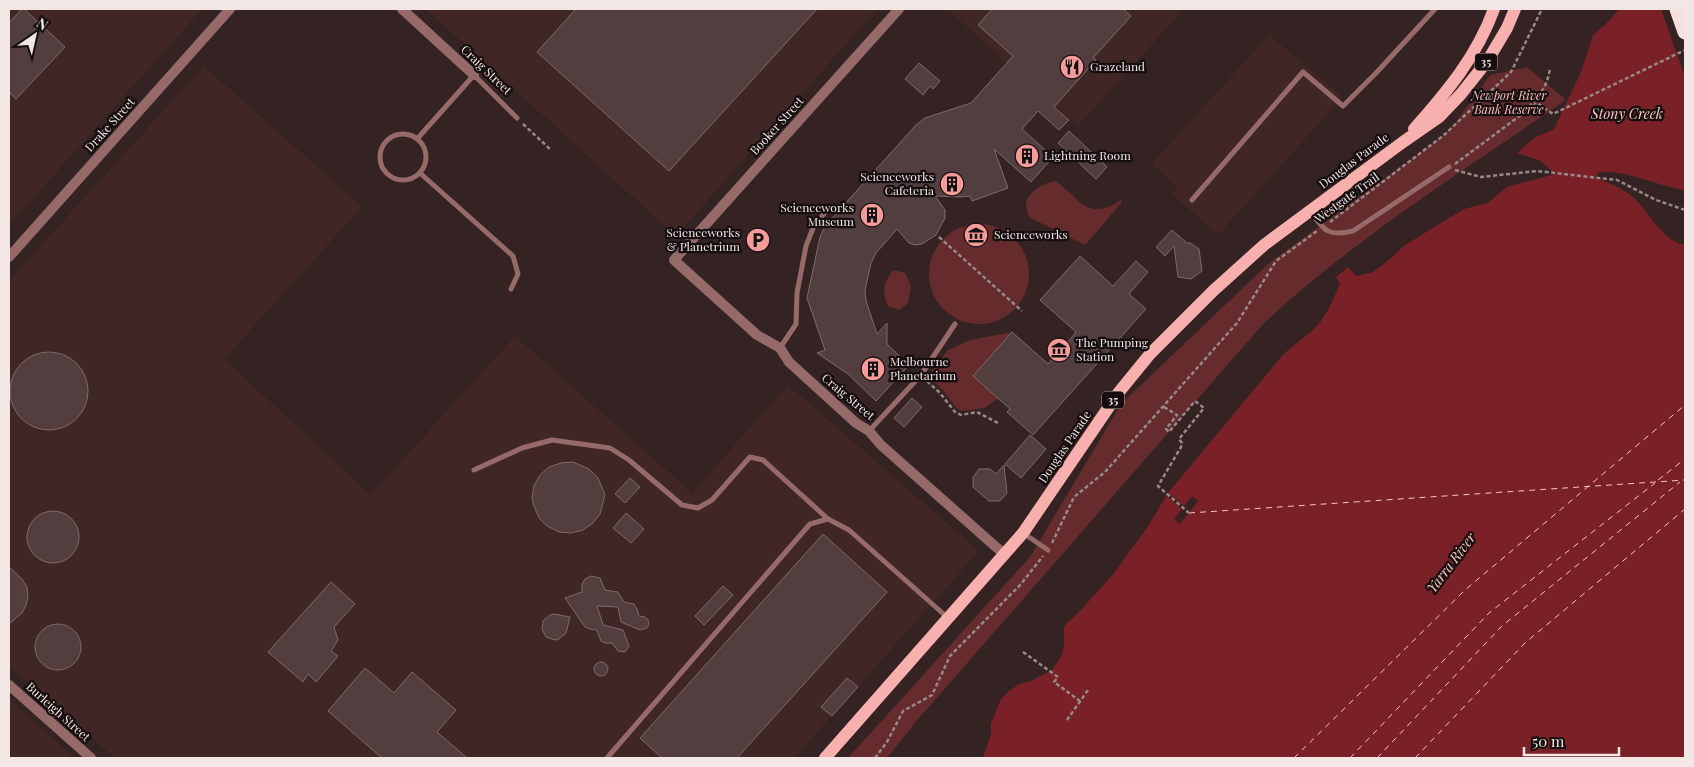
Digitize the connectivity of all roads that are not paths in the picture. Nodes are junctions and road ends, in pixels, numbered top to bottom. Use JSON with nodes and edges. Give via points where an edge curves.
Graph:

◆ ◆ ◆

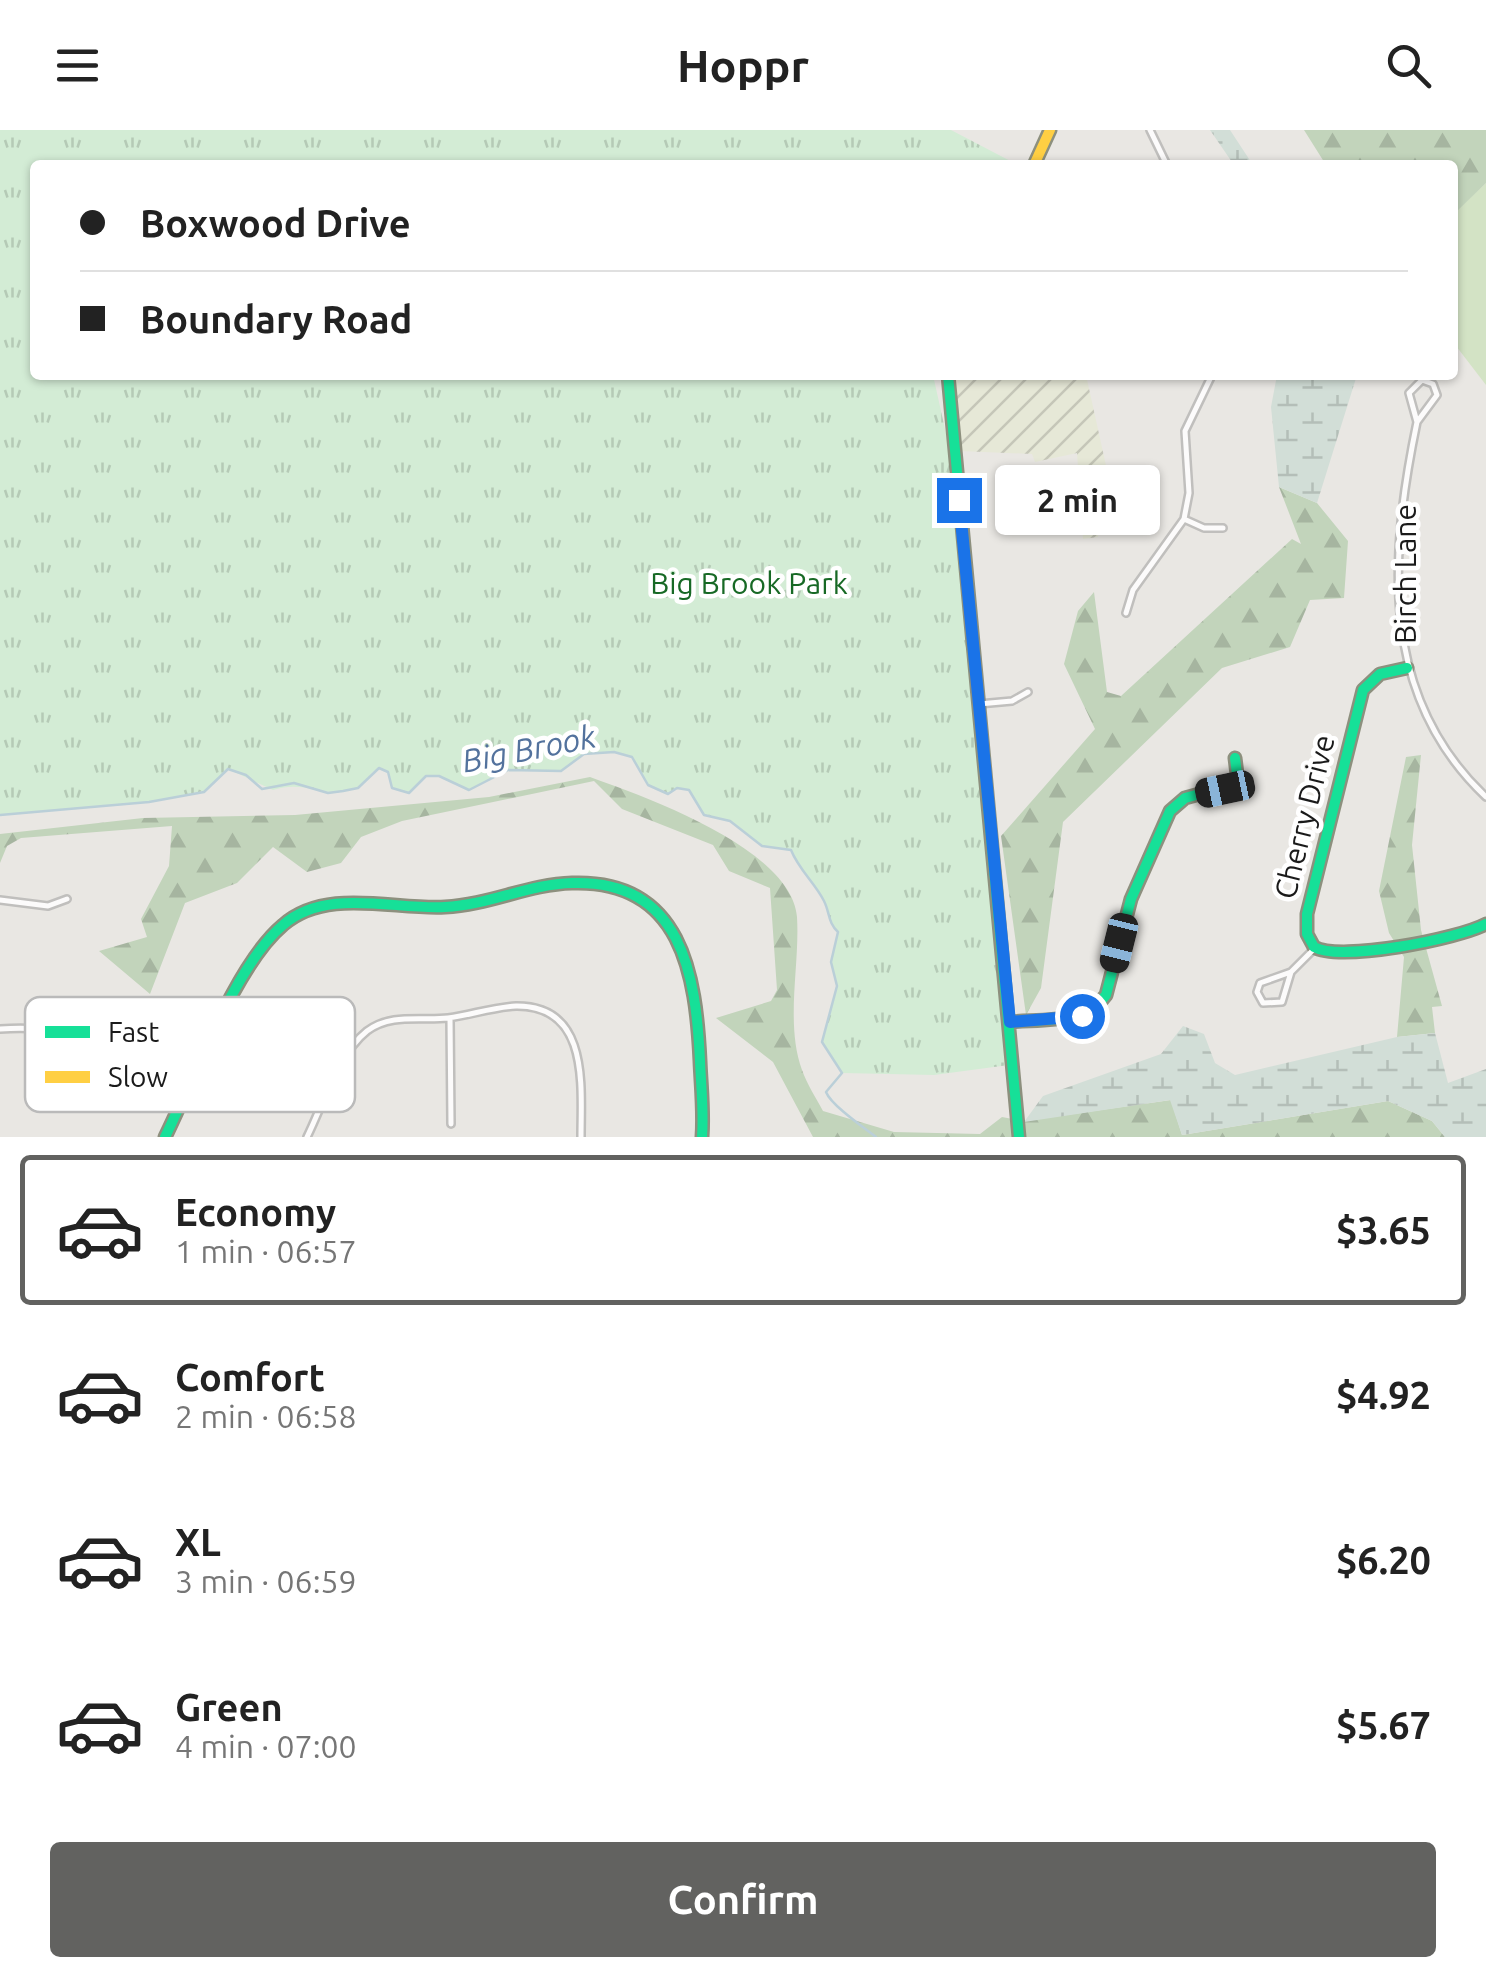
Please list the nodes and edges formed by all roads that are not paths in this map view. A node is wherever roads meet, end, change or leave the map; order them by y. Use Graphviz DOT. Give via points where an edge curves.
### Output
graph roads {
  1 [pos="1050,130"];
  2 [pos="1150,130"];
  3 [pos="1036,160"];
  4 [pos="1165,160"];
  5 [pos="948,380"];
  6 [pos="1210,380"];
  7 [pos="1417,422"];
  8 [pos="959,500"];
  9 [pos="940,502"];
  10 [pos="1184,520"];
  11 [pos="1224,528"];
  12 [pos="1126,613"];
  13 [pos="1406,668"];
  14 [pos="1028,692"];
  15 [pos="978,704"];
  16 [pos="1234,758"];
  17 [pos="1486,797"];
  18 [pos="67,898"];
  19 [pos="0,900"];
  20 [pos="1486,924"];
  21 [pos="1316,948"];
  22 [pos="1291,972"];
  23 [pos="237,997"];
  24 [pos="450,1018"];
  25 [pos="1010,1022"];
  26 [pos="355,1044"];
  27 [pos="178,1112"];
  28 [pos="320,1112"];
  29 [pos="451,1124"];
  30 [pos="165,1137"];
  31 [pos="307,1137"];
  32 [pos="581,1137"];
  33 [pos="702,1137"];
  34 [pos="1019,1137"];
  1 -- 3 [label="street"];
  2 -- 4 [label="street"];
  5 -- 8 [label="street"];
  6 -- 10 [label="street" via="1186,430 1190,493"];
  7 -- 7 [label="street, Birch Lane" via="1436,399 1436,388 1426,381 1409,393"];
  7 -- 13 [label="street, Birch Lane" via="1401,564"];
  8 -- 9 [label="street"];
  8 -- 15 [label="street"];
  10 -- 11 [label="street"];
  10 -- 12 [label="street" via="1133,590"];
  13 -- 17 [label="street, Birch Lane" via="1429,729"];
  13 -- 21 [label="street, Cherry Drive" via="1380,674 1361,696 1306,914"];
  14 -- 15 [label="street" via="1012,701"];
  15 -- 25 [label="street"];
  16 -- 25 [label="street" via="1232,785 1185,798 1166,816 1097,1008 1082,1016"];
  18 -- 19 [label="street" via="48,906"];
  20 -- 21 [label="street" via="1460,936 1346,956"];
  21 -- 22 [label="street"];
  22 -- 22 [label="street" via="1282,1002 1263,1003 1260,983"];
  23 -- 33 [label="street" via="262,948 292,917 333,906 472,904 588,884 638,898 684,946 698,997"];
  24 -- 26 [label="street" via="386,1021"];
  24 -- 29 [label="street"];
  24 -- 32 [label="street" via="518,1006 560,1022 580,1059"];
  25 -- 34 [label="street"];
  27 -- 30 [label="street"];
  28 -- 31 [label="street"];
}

◆ ◆ ◆

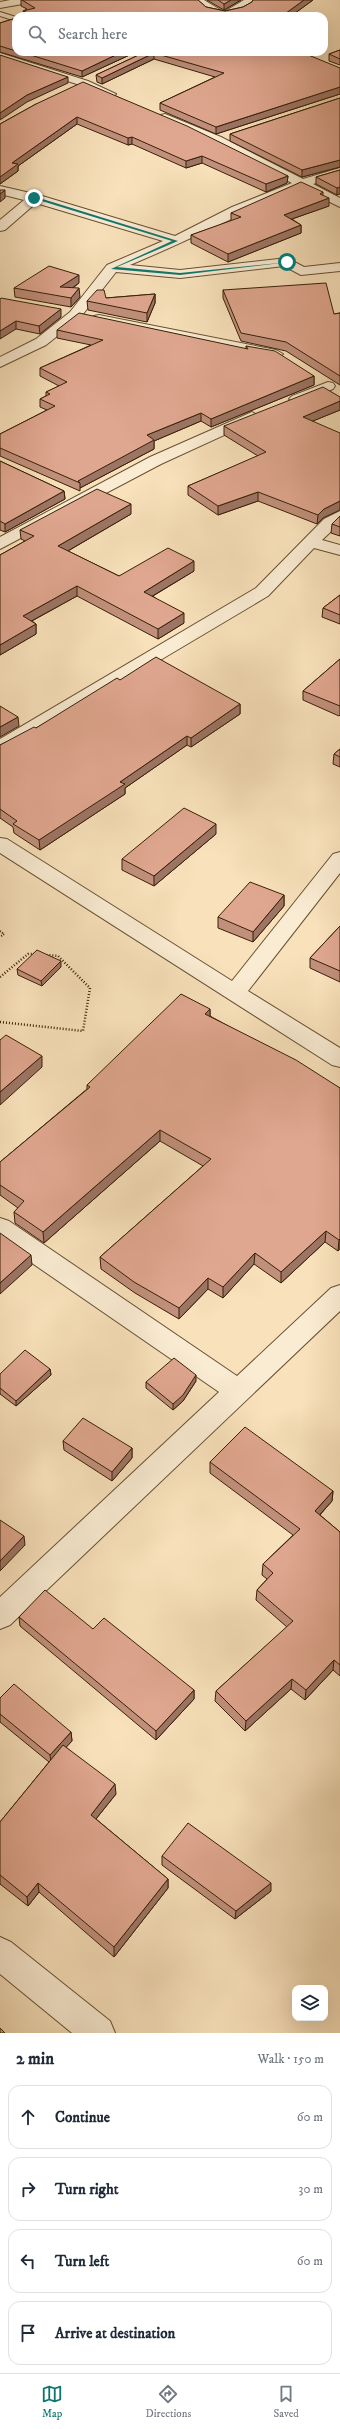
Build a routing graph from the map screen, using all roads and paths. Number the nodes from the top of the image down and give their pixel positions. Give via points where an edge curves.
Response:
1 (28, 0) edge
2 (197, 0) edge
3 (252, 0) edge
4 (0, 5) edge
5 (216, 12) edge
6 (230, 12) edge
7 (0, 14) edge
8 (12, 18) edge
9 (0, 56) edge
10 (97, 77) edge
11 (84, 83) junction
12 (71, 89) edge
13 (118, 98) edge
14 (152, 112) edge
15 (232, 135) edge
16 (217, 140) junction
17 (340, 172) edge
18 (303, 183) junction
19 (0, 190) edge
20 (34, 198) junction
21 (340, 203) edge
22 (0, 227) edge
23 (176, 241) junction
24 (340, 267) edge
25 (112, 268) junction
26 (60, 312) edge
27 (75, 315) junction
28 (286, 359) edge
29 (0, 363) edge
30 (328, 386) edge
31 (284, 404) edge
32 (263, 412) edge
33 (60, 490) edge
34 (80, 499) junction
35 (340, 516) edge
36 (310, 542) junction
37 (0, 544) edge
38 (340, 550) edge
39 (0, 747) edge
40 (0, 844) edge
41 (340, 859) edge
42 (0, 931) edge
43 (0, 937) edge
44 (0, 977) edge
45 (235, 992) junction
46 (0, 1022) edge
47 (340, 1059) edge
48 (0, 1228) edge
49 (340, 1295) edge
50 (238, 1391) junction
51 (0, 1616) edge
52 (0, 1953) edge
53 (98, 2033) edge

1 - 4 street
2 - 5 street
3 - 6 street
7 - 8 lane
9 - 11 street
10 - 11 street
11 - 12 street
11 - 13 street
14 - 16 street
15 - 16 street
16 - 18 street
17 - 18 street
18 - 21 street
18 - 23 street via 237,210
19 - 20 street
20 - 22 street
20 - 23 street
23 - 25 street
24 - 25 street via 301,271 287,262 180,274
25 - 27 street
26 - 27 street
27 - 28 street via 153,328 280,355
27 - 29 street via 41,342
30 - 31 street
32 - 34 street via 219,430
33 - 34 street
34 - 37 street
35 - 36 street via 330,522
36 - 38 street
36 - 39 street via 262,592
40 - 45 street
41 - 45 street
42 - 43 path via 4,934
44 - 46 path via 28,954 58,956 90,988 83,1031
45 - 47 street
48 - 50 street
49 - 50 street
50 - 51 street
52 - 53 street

◆ ◆ ◆

→ **EXERCISE**
How many lines in the entries contain the string "that"? Answer with the number only.

→ **YOUR SOLUTION**
2